With the provided scripts, you can run the proposed iterative filter pruning approach exemplary for YOLOv7. The code builds upon YOLOv7, as implemented by Chien-Yao Wang and is licensed under GPL3.0, see here

Structure

.
├── README.md
├── pruning_config - folder containing pruning configuration file for yolov7 and yolov7-tiny networks
├── tools
│  ├── Analysis.ipynb - tool for anaylsing the results of pruned models
│  ├── change_yolo_activation.ipynb - tool for saving the yolov7-tiny model with different activation functions
│  └── compare_map_per_class.ipynb - tool for the comparison of mAP results for the certain classes of pruned models
├── layer_selection.py - script for the selection of layers based on the sensitivity analysis 
├── prune.py - script for the pruning of models which saves a pruned model if executed
├── requirements.txt - equivalent to the requirements in YOLOv7
├── test.py - script for testing the models and for the sensitivity analysis (modified test.py of YOLOv7)
└── train.py - script for the fine-tuning of the pruned models (modified train.py of YOLOv7)

Setup

  1. Clone YOLOv7 from https://github.com/WongKinYiu/yolov7/ and add path to it to your PYTHONPATH. Navigate to the repo and replace the scripts: test.py, train.py with the ones provided here and add the scripts prune.py and layer_selection.py to the repo.
  2. Add the pruning folder that includes the pruning configuration files of yolov7.pt and yolov7-tiny.pt into the cfg in the repo.
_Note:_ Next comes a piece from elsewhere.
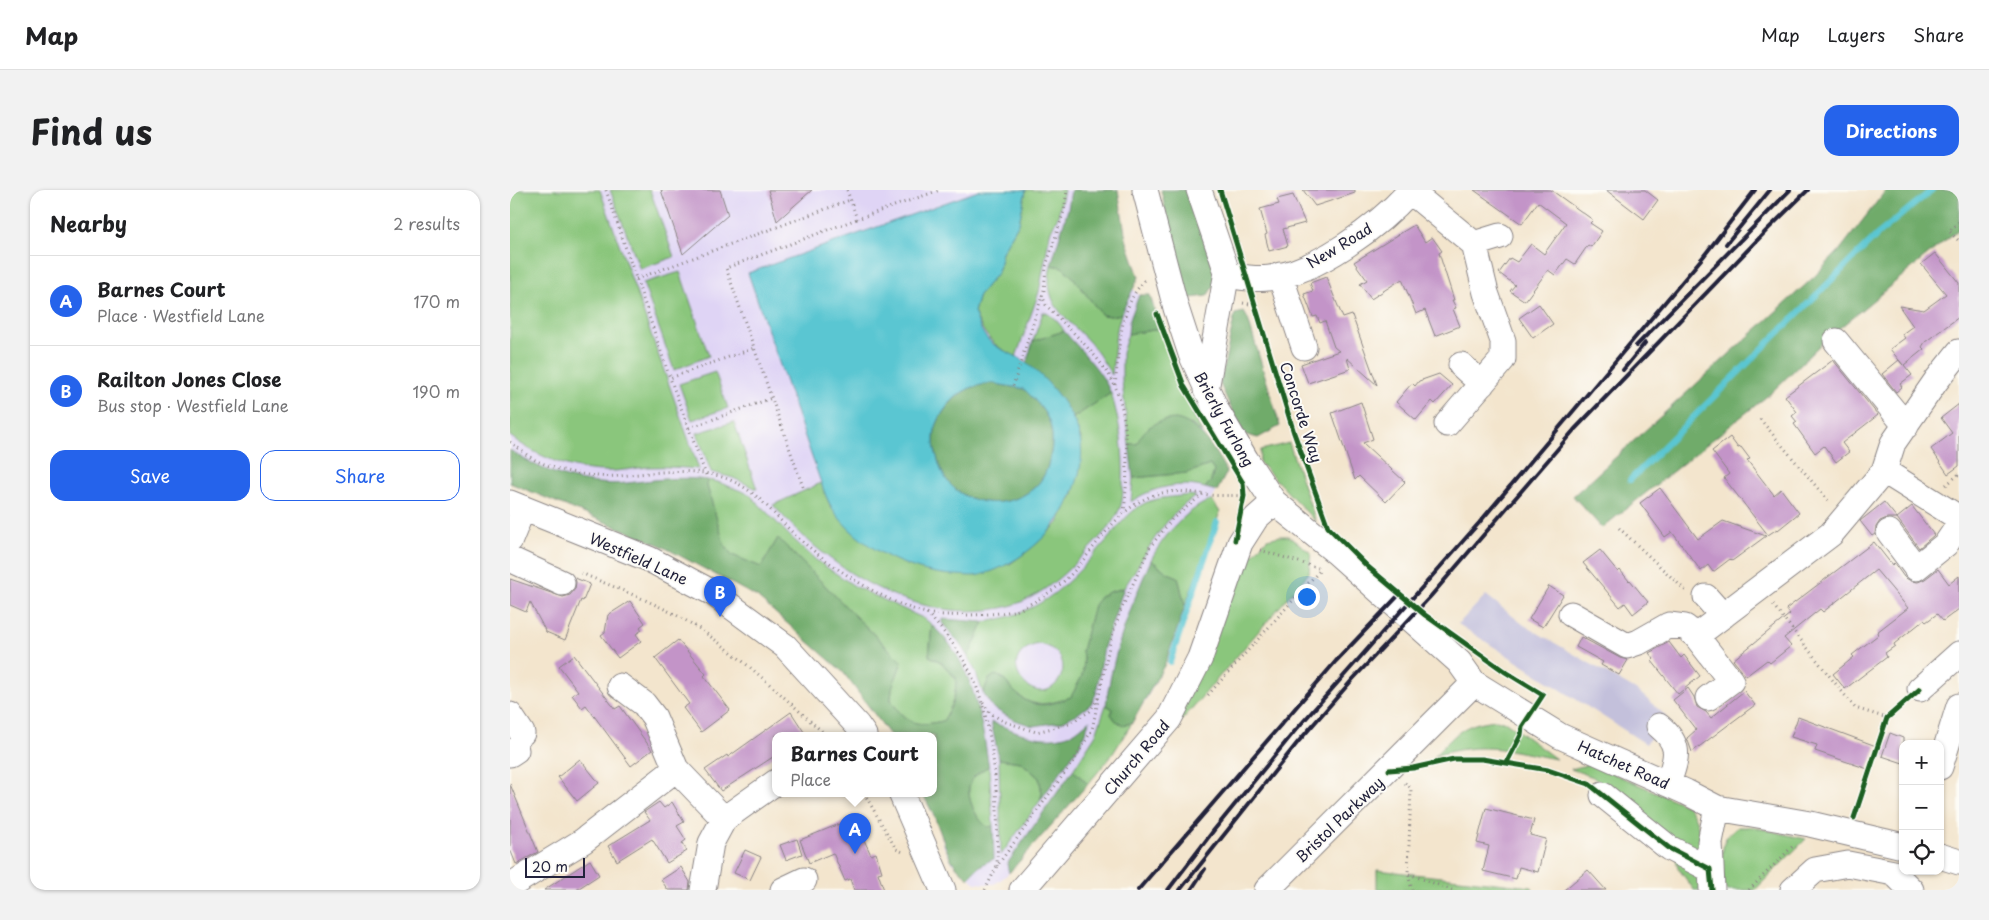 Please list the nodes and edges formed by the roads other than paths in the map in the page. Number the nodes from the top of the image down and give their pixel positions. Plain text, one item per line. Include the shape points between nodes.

The pruning configuration file which shows how convolutional layers of a model connected is used to correctly identify and remove the slice of a layer affected by pruning.

Iterative Pruning

The steps explained below can be repeated after fine-tuning meaning that the YOLOv7 models can be iteratively pruned. Pruning iterations of yolov7-tiny.pt should include tiny in their name so the correct pruning configuration file is selected for the next iteration of pruning.

Testing

Testing YOLOv7 model on the validation set.
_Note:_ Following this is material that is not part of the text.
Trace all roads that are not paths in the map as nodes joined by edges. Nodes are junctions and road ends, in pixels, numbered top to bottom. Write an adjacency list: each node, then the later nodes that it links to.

python test.py --data data/coco.yaml --img 640 --batch 32 --conf 0.001 --iou 0.65 --device 0 --weights yolov7.pt --name yolov7_640_val

We add new options to modify YOLOv7:

Option Description
--modification pruned-structured
--pruning-params Can either be a float value between 0.0 and 1.0 to indicate the pruning ratio that is applied to all layers or a list of tuples specifying the pruning ratio for each layer "[(2, 0.5), (6, 0.5), (10, 0.3)]"
--criterion Importance criteria for selecting filters to prune in structured pruning:
- 0 smallest L2-norm
- 1 largest L2-norm
- 2 smallest L1-norm
- 3 largest L1-norm
- 4 smallest batch normalization scale factor
- 5 smallest batch normalization scale factor * L1-norm
- 6 random

Sensitivity Analysis

To conduct a sensitivity analysis for pruning individual layers of YOLOv7, the task must be set to --task pruning_sensitivity_analysis. It can be applied to structured pruning with --modification prune-structured. The outputs are written to text files specified with --prune-output output.txt for the pruning rates with --pruning-rate '[0.25, 0.5, 0.75]' and saved in output/yolov7_training directory:

python test.py --data data/coco.yaml --img 640 --batch 32 --conf 0.001 --iou 0.65 --task pruning_sensitivity_analysis --device 0 --weights yolov7_training.pt --name yolov7_640_sensitivity --modification prune-structured --prune-output output.txt --pruning-rate '[0.25, 0.5, 0.75]'

output_{pruning_rate}.txt will contain a list where each entry corresponds to the result of pruning each layer with the specified pruning rate individually. The entries are tuples containing the following information:

  • (layer_index, metrics, timing)
    • layer_index: Index of the layer
    • metrics:
      • Mean Recall value
      • Mean Precision value
      • Mean Average Precision at IoU 0.50 ([email protected])
      • Mean Average Precision from IoU 0.50 to 0.95 ([email protected]:.95)
      • List of mAP values for all classes
    • timing:
      • Time taken for inference
      • Time taken for Non-Maximum Suppression (NMS)
      • Combined time for inference and NMS
      • Height of the image
      • Width of the image
      • Batch size used
    • Number of parameters
    • Number of GFLOPS

Selecting layers and pruning rates

Once the sensitivity analysis completed the pruning parameters are selected by using the command below. The command will print the list of pruning parameters in the terminal logs.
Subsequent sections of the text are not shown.